··· Recorded information
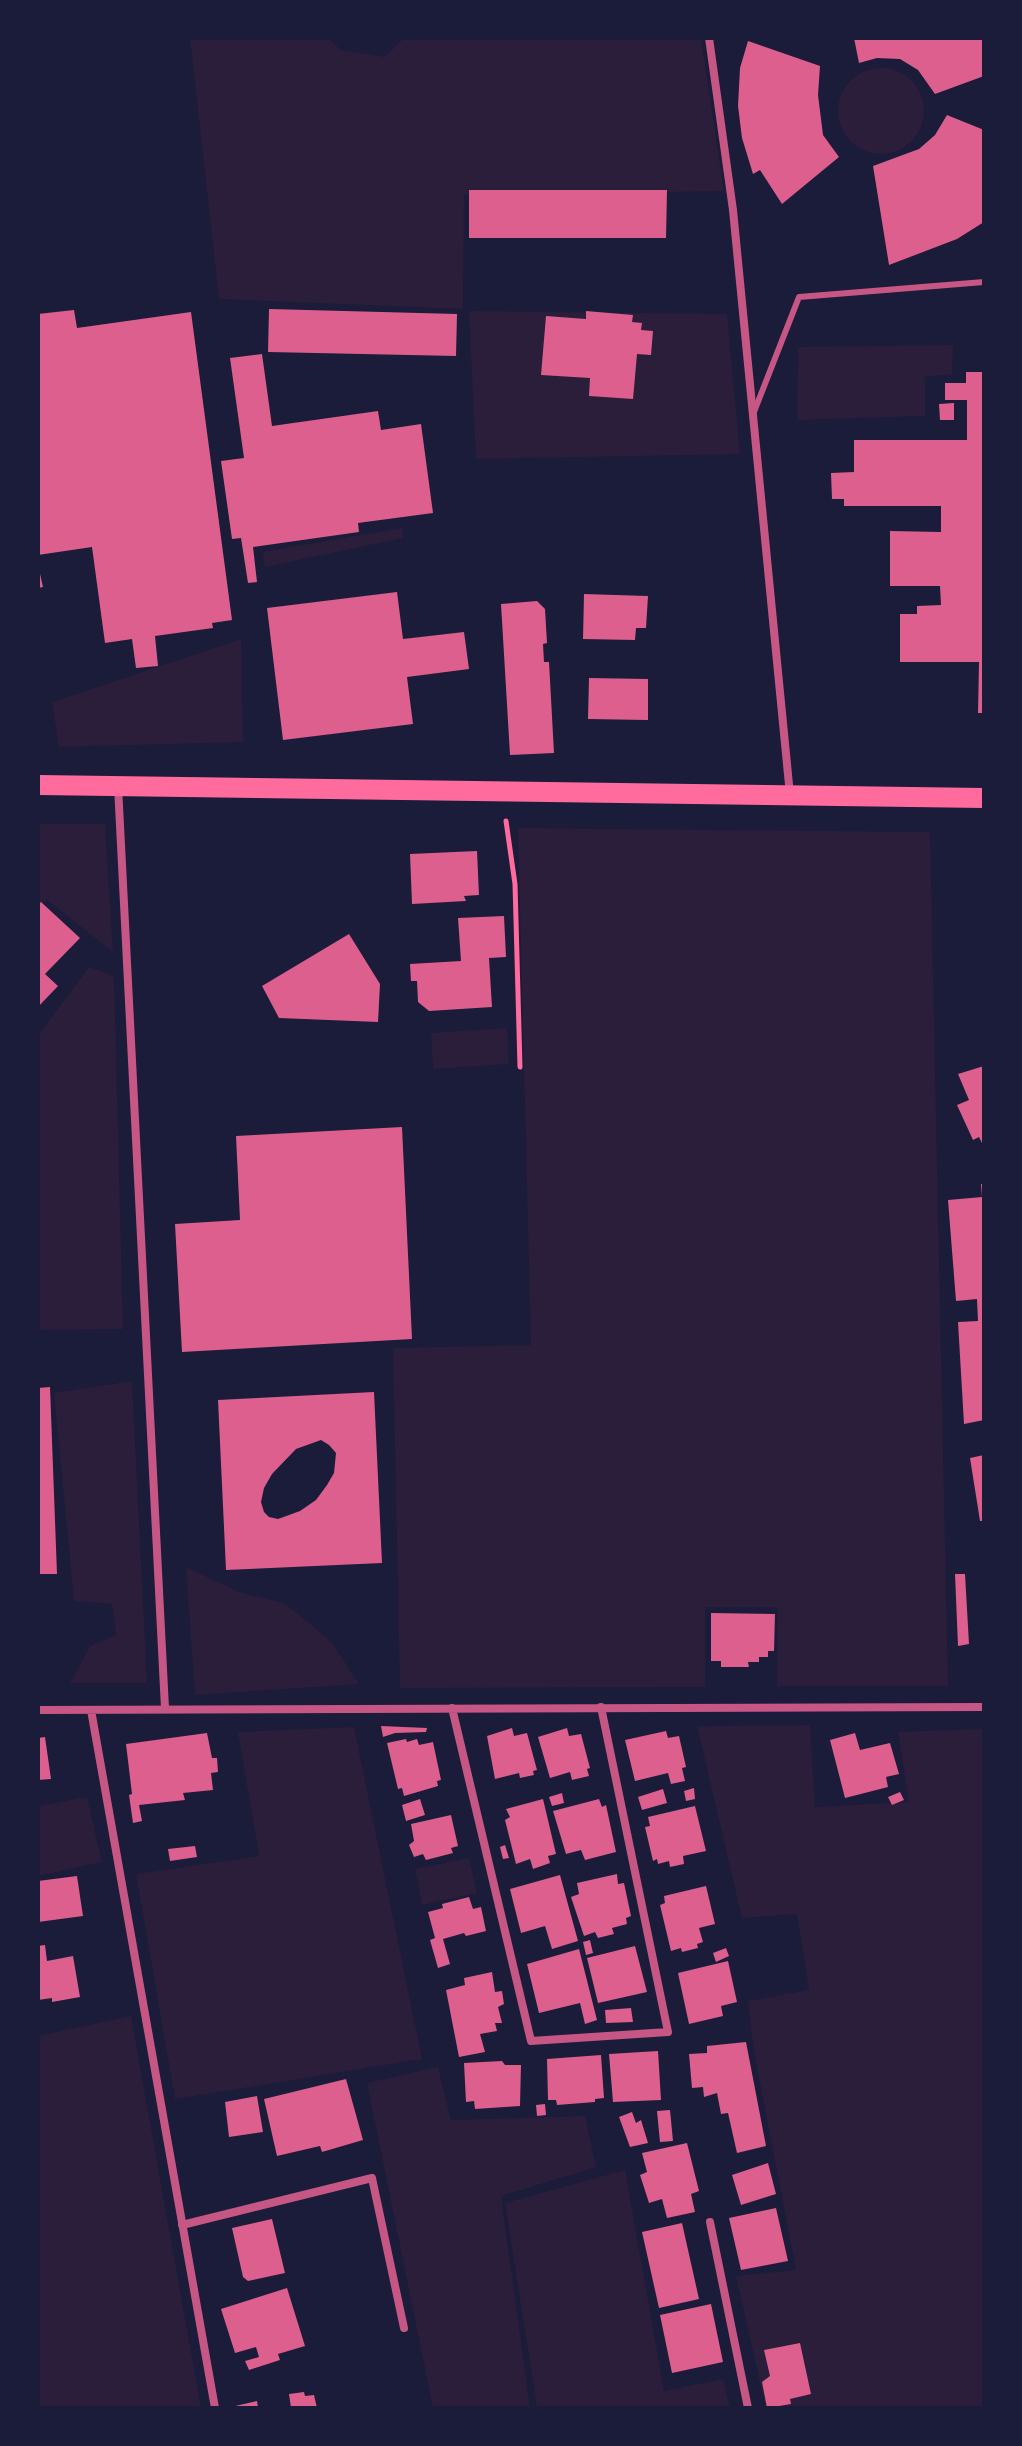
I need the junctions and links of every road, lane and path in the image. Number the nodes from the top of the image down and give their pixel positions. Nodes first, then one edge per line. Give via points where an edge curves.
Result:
1 (709, 38) edge
2 (984, 282) edge
3 (753, 416) junction
4 (38, 785) edge
5 (118, 786) junction
6 (790, 796) junction
7 (984, 798) edge
8 (505, 819) dead end
9 (520, 1067) dead end
10 (601, 1707) junction
11 (984, 1707) edge
12 (165, 1708) junction
13 (452, 1708) junction
14 (38, 1710) edge
15 (91, 1710) junction
16 (710, 2222) dead end
17 (182, 2225) junction
18 (404, 2328) dead end
19 (215, 2408) edge
20 (748, 2408) edge

1 - 3 street
2 - 3 lane via 799,297
3 - 6 street
4 - 5 main road
5 - 6 main road
5 - 12 street
6 - 7 main road
8 - 9 path via 515,884
10 - 11 street
10 - 13 street
10 - 13 street via 668,2032 531,2041
12 - 13 street
12 - 15 street
14 - 15 street
15 - 17 street
16 - 20 street
17 - 18 street via 372,2178
17 - 19 street

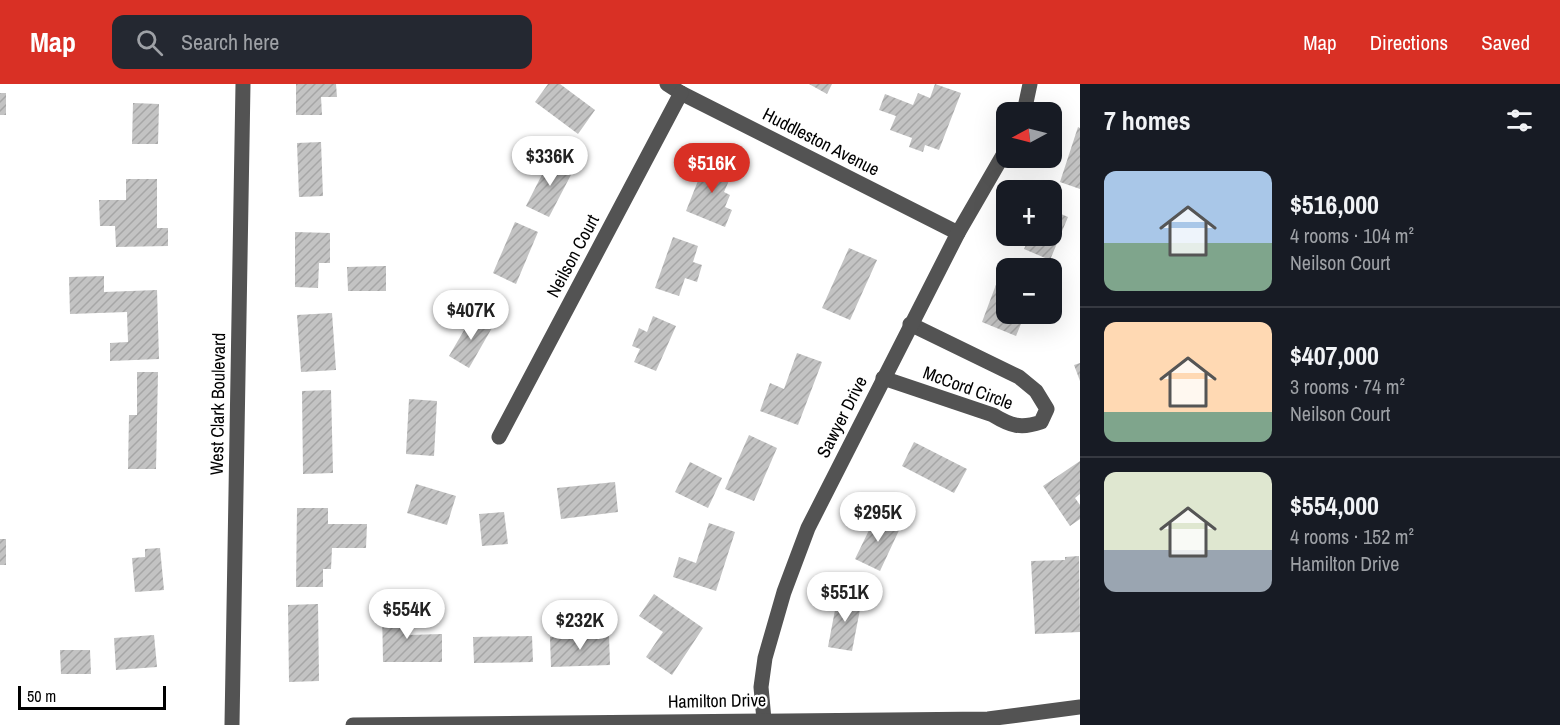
······
Work task – Each entry above is to be written out exactly. The pictures stay out.

Your response –
I need the junctions and links of every road, lane and path in the image. Number the nodes from the top of the image down and give their pixel positions. Nodes first, then one edge per line. Give via points where an edge curves.
Result:
1 (709, 38) edge
2 (984, 282) edge
3 (753, 416) junction
4 (38, 785) edge
5 (118, 786) junction
6 (790, 796) junction
7 (984, 798) edge
8 (505, 819) dead end
9 (520, 1067) dead end
10 (601, 1707) junction
11 (984, 1707) edge
12 (165, 1708) junction
13 (452, 1708) junction
14 (38, 1710) edge
15 (91, 1710) junction
16 (710, 2222) dead end
17 (182, 2225) junction
18 (404, 2328) dead end
19 (215, 2408) edge
20 (748, 2408) edge

1 - 3 street
2 - 3 lane via 799,297
3 - 6 street
4 - 5 main road
5 - 6 main road
5 - 12 street
6 - 7 main road
8 - 9 path via 515,884
10 - 11 street
10 - 13 street
10 - 13 street via 668,2032 531,2041
12 - 13 street
12 - 15 street
14 - 15 street
15 - 17 street
16 - 20 street
17 - 18 street via 372,2178
17 - 19 street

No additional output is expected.